Efeito
'areia movediça' é um dos principais causadores de mortes em silos carregados
de grãos
Os
ajudantes Edgar Jardel Fragoso Fernandes, de 30 anos, e João de Oliveira Rosa,
de 38, iniciavam o expediente na Cooperativa C. Vale, em São Luiz Gonzaga (RS),
quando foram acionados para desentupir um canal de um armazém carregado de soja .
Era abril
de 2017, quando a colheita da oleaginosa confirmava as previsões de que o
Brasil atingiria a maior safra de sua
história .
Enquanto tentavam desobstruir o duto caminhando sobre os grãos, os dois
afundaram nas partículas. Morreram asfixiados em poucos segundos, encobertos
por várias toneladas de soja.
Acidentes
como esse em armazéns agrícolas têm se tornado frequentes conforme o agronegócio brasileiro bate sucessivos
recordes – expondo um efeito colateral pouco conhecido da modernização do
campo.
Um
levantamento inédito feito pela BBC News Brasil revela que, desde 2009, ao
menos 106 pessoas morreram em silos de grãos no país, a grande maioria por
soterramento.
Cada vez
mais comuns nas paisagens rurais do país, silos são grandes estruturas
metálicas usadas para armazenar grãos, evitando que estraguem e permitindo que
vendedores ganhem tempo para negociá-los.
Foram
contabilizados apenas casos noticiados pela imprensa – o que, segundo
especialistas, indica que as ocorrências sejam ainda mais numerosas, pois nem
todas as mortes são divulgadas.
O ano com
mais acidentes fatais foi 2017, quando houve 24 mortes, alta de 140% em relação
ao ano anterior. Em 2018, houve 13 ocorrências até julho – sinal de que as
mortes devem se manter no mesmo patamar de 2017, considerando-se o histórico de
distribuição das ocorrências ao longo do ano.
Os
Estados que tiveram mais casos são os mesmos que lideram o ranking de produção
de grãos: Mato Grosso (28), Paraná (20), Rio Grande do Sul (16) e Goiás (9).

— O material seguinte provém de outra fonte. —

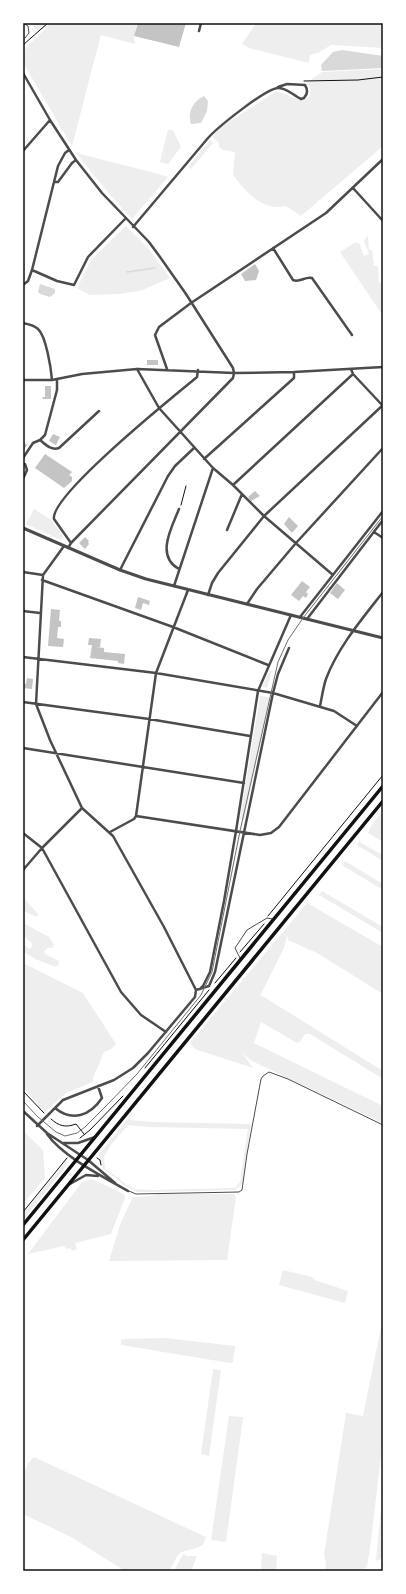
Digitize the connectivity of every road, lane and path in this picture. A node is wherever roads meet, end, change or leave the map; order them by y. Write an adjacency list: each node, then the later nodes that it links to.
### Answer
1 (23, 23): 5 (lane)
2 (48, 23): 6 (path)
3 (201, 23): 4 (street)
4 (199, 31)
5 (23, 38)
6 (23, 45)
7 (23, 73): 11 (street)
8 (383, 77): 9 (path)
9 (298, 84): 10 (street); 10 (street)
10 (278, 87): 20 (street)
11 (50, 120): 12 (street); 13 (street)
12 (69, 150): 15 (street); 16 (street)
13 (23, 152)
14 (383, 159): 17 (street)
15 (76, 160): 16 (street); 18 (street)
16 (54, 182): 22 (street)
17 (353, 188): 19 (street); 21 (street)
18 (126, 219): 20 (street); 22 (street)
19 (383, 221)
20 (133, 227): 24 (street)
21 (273, 248): 24 (street); 26 (street)
22 (32, 270): 23 (street)
23 (23, 286)
24 (191, 303): 29 (street); 33 (street)
25 (23, 323): 36 (street)
26 (352, 334)
27 (383, 367): 30 (street)
28 (137, 369): 29 (street); 37 (street); 39 (street)
29 (167, 369): 31 (street)
30 (351, 369): 32 (street); 34 (street)
31 (198, 370): 33 (street); 39 (street)
32 (294, 372): 33 (street); 46 (street)
33 (234, 373): 41 (street)
34 (353, 374): 38 (street); 50 (street)
35 (23, 380): 36 (street)
36 (52, 380): 37 (street)
37 (57, 380): 42 (street)
38 (383, 405): 55 (street)
39 (159, 408): 41 (street); 61 (street)
40 (99, 411): 42 (street)
41 (180, 431): 43 (street); 61 (street)
42 (40, 440): 45 (street)
43 (194, 448): 46 (street); 66 (street)
44 (383, 448): 62 (street)
45 (23, 458)
46 (204, 459): 48 (street)
47 (23, 463): 49 (street)
48 (213, 468): 50 (street); 65 (street)
49 (23, 479)
50 (233, 485): 52 (street)
51 (186, 486): 53 (path)
52 (242, 494): 55 (street); 58 (street)
53 (179, 508): 65 (street)
54 (383, 511): 69 (street)
55 (264, 516): 62 (street); 74 (street)
56 (383, 520): 59 (street)
57 (23, 528): 63 (street)
58 (227, 530)
59 (374, 532): 60 (street); 80 (street)
60 (383, 538)
61 (71, 543): 64 (street)
62 (296, 544): 69 (street); 75 (street)
63 (64, 546): 64 (street); 68 (street)
64 (68, 548): 66 (street)
65 (179, 569): 71 (street)
66 (120, 570): 71 (street)
67 (23, 572): 68 (street)
68 (43, 575): 70 (street)
69 (333, 575): 79 (street)
70 (42, 580): 77 (street); 81 (street)
71 (174, 586): 72 (street)
72 (188, 590): 74 (street); 81 (street)
73 (383, 592): 82 (street)
74 (208, 595): 75 (street)
75 (247, 604): 78 (street)
76 (23, 611): 77 (street)
77 (40, 613): 86 (street)
78 (291, 615): 79 (street); 87 (street)
79 (300, 617): 80 (street)
80 (307, 619): 82 (street)
81 (173, 627): 87 (street); 88 (street)
82 (354, 630): 83 (street); 94 (street)
83 (383, 638)
84 (289, 648): 91 (street)
85 (23, 657): 86 (street)
86 (38, 659): 88 (street); 93 (street)
87 (268, 666): 89 (street)
88 (156, 673): 89 (street); 95 (street)
89 (258, 691): 91 (street); 97 (street)
90 (383, 692): 96 (street)
91 (273, 693): 94 (street); 109 (street)
92 (23, 702): 93 (street)
93 (36, 704): 95 (street); 99 (street)
94 (320, 706): 96 (street)
95 (149, 719): 97 (street); 100 (street)
96 (357, 726): 109 (street)
97 (250, 736): 102 (street)
98 (23, 748): 99 (street)
99 (56, 753): 100 (street); 105 (street)
100 (142, 767): 102 (street); 106 (street)
101 (383, 775): 113 (path)
102 (244, 783): 107 (street)
103 (383, 786): 114 (main road)
104 (383, 801): 137 (main road)
105 (82, 808): 108 (street); 111 (street)
106 (136, 816): 107 (street); 108 (street)
107 (238, 831): 109 (street); 118 (street)
108 (110, 832): 119 (street)
109 (244, 832): 118 (street)
110 (23, 833): 111 (street)
111 (42, 848): 112 (street); 121 (street)
112 (23, 870)
113 (267, 918): 114 (lane); 115 (path); 115 (lane)
114 (274, 919): 116 (main road)
115 (238, 955): 116 (lane); 117 (path)
116 (241, 959): 132 (main road)
117 (214, 985)
118 (200, 989): 119 (street)
119 (196, 990): 121 (street)
120 (209, 991): 122 (path)
121 (166, 1032): 123 (street)
122 (144, 1070)
123 (98, 1086): 126 (street); 126 (street)
124 (23, 1091): 128 (path)
125 (125, 1093): 128 (path)
126 (55, 1108): 128 (street)
127 (23, 1111): 129 (street)
128 (47, 1116): 129 (street)
129 (37, 1126): 131 (street)
130 (383, 1126): 142 (lane)
131 (46, 1133): 133 (street); 134 (street)
132 (95, 1137): 133 (street); 135 (main road)
133 (60, 1141): 135 (street)
134 (70, 1155): 136 (street); 143 (path)
135 (80, 1155): 136 (main road); 137 (street)
136 (76, 1159): 138 (street); 144 (main road)
137 (88, 1160): 138 (main road); 140 (street)
138 (84, 1165): 139 (street); 141 (main road)
139 (103, 1178): 140 (street); 141 (street)
140 (115, 1184): 142 (street)
141 (67, 1185): 145 (main road)
142 (128, 1191)
143 (23, 1212)
144 (23, 1225)
145 (23, 1240)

Houve mortes em 13 Estados distintos, em todas as regiões do país.
Sorriso
(MT), o município brasileiro com maior valor de produção agrícola – R$ 3,2
bilhões em 2016, segundo o IBGE (Instituto Brasileiro de Geografia e
Estatística) – foi também o que registrou mais mortes em silos, empatado com a
também mato-grossense Canarana, com sete casos cada.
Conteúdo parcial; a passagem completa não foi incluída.